Резкому отказу от сотрудничества в немалой степени способствовало присутствие в Суздале пленных генералов, хотя они и не были так едины во мнениях, как пытались это показать. Бывший председатель Верховного военного суда генерал-полковник Гейтц стал негласным лидером мощной группы прогитлеровского толка. А молодой командир дивизии Латман, который еще во время учебы в артиллерийском училище в Йютербоге (к югу от Берлина. – Ред.) был известен своими откровенно нацистскими взглядами, стал его правой рукой. Во время жестокого спора с кем-то из коллег-генералов, назвавшего в частном разговоре Гитлера «преступным дилетантом», Латман заявил: «Поскольку мы не восставали против него раньше, то у нас нет права на обвинения теперь, когда события стали идти не так, как нам бы хотелось». Все эти люди единодушно отвергали даже саму идею создания комитета. Помимо общего принципиального возражения, основанного на том мнении, что нарушить присягу Гитлеру означает поступиться принципами офицерской чести, эти люди присоединились к мнению фельдмаршала Паулюса, который твердил, что, сидя в лагере для военнопленных, невозможно составить для себя ясной картины действительности. Он допускал вероятность того, что люди Гитлера сумеют раскрыть заговор против него или внести раскол в ряды его противников. Но даже если ничего подобного не произойдет, все действия против Гитлера должны предпринимать военные, оставшиеся на территории Германии.

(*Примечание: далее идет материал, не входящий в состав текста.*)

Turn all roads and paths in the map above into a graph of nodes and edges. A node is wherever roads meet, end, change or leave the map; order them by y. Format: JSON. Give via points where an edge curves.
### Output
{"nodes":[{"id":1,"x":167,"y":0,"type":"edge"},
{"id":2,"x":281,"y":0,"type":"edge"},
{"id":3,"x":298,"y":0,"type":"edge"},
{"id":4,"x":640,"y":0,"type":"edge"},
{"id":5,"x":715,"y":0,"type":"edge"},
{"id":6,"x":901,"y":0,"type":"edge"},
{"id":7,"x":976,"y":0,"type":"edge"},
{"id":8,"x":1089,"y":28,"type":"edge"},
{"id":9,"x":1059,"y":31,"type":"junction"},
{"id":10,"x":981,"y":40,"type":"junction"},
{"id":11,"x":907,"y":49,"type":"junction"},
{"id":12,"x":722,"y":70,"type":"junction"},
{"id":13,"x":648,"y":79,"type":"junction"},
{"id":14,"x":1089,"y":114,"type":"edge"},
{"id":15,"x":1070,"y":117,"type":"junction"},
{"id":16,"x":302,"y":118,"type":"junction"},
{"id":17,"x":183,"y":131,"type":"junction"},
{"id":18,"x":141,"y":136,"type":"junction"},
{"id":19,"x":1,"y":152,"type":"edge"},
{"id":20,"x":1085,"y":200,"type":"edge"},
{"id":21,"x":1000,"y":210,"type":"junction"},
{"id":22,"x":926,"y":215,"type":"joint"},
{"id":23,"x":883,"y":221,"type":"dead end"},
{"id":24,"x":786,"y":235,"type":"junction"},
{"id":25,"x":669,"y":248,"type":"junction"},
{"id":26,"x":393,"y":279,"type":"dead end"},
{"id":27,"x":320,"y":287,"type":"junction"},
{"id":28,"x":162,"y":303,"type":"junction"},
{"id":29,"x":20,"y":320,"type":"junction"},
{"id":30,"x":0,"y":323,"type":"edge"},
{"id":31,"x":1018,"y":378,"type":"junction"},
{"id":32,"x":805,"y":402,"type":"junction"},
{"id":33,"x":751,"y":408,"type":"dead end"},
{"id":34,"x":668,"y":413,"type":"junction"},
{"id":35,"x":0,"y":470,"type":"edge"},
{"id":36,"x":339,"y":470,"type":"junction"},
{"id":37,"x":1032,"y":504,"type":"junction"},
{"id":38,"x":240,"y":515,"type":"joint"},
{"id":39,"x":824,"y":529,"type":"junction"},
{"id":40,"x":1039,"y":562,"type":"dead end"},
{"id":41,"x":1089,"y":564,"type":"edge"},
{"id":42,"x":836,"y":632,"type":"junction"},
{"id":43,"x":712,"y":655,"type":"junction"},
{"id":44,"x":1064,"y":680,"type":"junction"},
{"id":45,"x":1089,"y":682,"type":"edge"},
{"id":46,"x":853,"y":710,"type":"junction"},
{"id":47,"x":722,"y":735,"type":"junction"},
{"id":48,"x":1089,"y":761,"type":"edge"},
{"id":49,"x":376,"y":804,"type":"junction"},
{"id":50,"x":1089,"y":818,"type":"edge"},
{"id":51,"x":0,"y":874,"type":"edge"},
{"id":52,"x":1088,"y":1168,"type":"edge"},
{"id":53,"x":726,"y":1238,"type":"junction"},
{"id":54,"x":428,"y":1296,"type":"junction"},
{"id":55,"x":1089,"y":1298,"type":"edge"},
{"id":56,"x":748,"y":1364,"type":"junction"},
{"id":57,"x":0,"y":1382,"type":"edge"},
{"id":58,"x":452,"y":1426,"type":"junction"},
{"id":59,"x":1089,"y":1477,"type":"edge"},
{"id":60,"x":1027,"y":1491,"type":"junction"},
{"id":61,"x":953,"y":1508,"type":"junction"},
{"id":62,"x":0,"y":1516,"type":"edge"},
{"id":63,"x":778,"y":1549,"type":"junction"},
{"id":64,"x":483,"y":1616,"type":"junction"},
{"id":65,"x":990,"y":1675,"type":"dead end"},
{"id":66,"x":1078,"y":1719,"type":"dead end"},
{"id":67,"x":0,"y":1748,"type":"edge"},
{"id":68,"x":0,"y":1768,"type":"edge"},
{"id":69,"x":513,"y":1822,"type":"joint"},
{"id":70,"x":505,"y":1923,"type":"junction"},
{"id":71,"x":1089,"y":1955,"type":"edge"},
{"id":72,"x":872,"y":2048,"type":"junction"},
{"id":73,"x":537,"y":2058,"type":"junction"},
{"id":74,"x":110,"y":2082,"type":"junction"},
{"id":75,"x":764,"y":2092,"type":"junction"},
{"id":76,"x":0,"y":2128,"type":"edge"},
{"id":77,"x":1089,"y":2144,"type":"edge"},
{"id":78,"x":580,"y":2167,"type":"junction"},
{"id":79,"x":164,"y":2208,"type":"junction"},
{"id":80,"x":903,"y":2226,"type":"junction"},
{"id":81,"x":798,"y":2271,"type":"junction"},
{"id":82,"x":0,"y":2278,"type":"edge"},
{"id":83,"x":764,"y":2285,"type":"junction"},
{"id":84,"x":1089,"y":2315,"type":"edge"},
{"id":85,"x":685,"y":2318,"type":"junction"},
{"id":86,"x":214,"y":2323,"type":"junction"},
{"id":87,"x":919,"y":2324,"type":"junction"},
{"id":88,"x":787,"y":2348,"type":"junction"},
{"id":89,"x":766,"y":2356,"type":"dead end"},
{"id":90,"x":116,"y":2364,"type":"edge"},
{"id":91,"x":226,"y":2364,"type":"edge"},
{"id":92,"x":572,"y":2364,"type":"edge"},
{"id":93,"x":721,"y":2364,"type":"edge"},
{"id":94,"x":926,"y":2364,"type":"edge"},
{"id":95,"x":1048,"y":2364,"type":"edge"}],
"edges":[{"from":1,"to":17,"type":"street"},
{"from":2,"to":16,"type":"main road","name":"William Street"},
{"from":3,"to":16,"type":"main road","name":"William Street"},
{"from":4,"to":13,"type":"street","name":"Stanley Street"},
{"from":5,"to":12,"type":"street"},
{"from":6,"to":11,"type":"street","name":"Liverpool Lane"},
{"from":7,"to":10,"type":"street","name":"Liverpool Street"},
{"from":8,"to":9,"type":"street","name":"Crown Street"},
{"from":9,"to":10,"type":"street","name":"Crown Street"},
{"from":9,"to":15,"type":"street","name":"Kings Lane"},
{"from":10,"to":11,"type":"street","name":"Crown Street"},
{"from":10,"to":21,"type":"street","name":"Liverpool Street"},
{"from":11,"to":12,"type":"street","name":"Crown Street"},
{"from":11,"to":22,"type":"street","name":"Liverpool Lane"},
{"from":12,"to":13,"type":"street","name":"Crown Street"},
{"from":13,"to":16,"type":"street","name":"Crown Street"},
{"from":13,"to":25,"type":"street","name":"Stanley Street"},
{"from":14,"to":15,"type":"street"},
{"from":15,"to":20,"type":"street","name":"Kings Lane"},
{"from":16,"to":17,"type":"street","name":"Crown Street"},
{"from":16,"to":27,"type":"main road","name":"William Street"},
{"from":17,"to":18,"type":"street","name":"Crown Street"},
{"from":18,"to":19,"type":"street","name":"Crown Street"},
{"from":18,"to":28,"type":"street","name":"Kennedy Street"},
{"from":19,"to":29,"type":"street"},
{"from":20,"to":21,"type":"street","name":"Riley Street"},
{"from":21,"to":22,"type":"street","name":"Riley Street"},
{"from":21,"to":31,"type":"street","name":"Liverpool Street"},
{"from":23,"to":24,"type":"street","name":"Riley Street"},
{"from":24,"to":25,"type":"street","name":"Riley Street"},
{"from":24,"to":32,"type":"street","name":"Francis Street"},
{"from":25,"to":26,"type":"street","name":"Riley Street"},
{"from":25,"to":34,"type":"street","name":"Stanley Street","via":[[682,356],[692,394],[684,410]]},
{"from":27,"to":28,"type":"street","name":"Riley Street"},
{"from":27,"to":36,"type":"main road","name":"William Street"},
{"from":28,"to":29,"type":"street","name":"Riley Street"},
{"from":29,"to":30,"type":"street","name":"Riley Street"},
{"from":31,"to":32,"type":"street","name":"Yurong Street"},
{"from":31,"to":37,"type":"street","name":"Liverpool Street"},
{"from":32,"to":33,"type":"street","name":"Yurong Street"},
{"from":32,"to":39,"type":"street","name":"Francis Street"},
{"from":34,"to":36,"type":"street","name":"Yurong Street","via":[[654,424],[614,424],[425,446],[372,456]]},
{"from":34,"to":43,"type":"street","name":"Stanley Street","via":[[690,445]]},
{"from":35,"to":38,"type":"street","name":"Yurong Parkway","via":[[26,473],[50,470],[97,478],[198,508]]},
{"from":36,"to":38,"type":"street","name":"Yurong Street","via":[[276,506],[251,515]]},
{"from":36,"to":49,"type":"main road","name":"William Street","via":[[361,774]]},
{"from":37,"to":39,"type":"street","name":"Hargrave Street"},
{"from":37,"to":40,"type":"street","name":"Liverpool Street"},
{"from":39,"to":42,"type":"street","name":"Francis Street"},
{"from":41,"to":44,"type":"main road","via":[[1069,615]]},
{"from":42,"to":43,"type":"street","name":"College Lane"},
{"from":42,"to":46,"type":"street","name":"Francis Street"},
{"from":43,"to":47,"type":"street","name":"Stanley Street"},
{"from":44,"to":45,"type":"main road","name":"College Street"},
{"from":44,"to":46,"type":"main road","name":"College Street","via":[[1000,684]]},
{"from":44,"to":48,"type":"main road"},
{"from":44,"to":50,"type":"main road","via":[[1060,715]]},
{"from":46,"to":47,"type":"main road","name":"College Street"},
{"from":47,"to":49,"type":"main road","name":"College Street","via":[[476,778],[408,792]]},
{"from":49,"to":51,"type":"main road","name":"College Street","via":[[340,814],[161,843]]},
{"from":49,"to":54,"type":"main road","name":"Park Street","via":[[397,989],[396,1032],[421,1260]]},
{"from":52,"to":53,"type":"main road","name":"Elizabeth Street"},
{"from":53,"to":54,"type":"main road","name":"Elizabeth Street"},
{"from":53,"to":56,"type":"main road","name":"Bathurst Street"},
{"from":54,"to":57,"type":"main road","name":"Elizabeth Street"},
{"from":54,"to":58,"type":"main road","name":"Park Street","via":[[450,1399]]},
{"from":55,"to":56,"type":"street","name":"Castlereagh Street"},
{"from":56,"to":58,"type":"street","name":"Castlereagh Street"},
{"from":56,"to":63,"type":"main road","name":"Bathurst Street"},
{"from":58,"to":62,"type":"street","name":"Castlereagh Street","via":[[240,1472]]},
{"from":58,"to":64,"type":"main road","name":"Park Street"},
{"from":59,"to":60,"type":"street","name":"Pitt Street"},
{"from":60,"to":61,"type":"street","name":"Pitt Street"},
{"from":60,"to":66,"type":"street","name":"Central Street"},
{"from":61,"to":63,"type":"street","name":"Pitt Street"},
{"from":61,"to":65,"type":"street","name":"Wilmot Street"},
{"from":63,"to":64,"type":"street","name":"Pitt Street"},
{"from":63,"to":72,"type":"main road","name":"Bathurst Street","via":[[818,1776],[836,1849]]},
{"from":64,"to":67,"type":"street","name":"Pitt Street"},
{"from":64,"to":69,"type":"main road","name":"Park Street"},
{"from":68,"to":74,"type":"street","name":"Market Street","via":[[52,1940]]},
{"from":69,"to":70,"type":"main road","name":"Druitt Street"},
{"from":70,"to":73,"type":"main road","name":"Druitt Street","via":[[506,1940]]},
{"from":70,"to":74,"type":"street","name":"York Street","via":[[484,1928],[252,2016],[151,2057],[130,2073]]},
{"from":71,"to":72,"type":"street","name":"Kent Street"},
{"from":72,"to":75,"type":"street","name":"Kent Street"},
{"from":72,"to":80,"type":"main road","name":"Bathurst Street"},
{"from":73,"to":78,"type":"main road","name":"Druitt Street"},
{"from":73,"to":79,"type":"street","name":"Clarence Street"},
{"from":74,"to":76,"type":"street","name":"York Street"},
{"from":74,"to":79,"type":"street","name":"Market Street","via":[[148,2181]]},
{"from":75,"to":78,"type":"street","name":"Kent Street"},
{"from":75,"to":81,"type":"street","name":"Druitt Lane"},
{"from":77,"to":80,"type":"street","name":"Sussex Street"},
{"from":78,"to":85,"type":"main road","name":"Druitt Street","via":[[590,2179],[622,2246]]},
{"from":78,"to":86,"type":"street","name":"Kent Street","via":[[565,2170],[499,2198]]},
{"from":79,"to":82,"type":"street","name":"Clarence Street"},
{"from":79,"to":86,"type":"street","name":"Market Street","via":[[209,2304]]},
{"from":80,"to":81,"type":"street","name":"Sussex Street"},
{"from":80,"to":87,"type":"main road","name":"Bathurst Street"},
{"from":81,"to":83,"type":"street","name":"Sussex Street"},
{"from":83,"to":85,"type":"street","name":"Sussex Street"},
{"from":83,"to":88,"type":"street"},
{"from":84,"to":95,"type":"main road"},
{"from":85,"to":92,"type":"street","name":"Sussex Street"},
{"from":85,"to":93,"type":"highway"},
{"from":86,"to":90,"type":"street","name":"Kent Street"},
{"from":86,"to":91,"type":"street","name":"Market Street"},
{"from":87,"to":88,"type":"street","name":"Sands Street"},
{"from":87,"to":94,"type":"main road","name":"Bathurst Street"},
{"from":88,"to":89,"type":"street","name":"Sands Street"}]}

Наши контраргументы о том, что Гитлер сотни раз предавал интересы немецкого народа, что автоматически освобождает нас от присяги ему, были бесполезны. Пленные отказывались прислушиваться и к словам о том, что только не нацистская Германия могла бы использовать в своих целях противоречия между союзниками. А пока было бы полным нонсенсом надеяться свести эту войну вничью при подавляющем превосходстве в мощи союзников – Англии, Америки и Советского Союза. Тщетно мы пытались доказать, что офицерам, находящимся внутри Германии, следует поспешить с организацией сопротивления Гитлеру. Кроме того, им придется срочно преодолевать сложившиеся политические мифы и психологическую поддержку, которой Гитлер до сих пор пользуется, рассказав народу Германии правду о сложившейся военной обстановке. Было бы крайне важно, настаивали мы, на собственном примере воодушевить всех противников режима, независимо от их политических убеждений, объединить свои усилия в борьбе за его свержение. Только этим можно было добиться успеха в борьбе. Но все наши аргументы разбивались о стену иллюзий, которую возвели вокруг себя офицеры и генералы, об их страхе взять на себя ответственность.
Кто были эти люди, что вдруг оказались в школе антифашизма и участвовали в создании комитета? Прежде мне не доводилось встречаться в школе с теми лейтенантами-коммунистами. Харисий, летчик-истребитель, и Рейхер, старый фельдфебель еще времен рейхсвера, позже командовавший саперной ротой, помогали создавать антифашистскую группу среди офицеров. Берндт фон Кюгельген был журналистом, Келер – почтовым служащим, лейтенант люфтваффе Вилме – все они прошли через руки Вагнера.
Майор Хоман оказался интересным и остроумным собеседником. Представители гамбургских деловых кругов, откуда он вышел, никогда особенно не разбирались в основанной на автаркии нацистской экономике, а также в военной политике Гитлера. Они знали, что в любом случае им придется платить по счетам. Как оказалось, Хоман служил в полку, среди офицеров которого были особенно сильны оппозиционные настроения по отношению к режиму.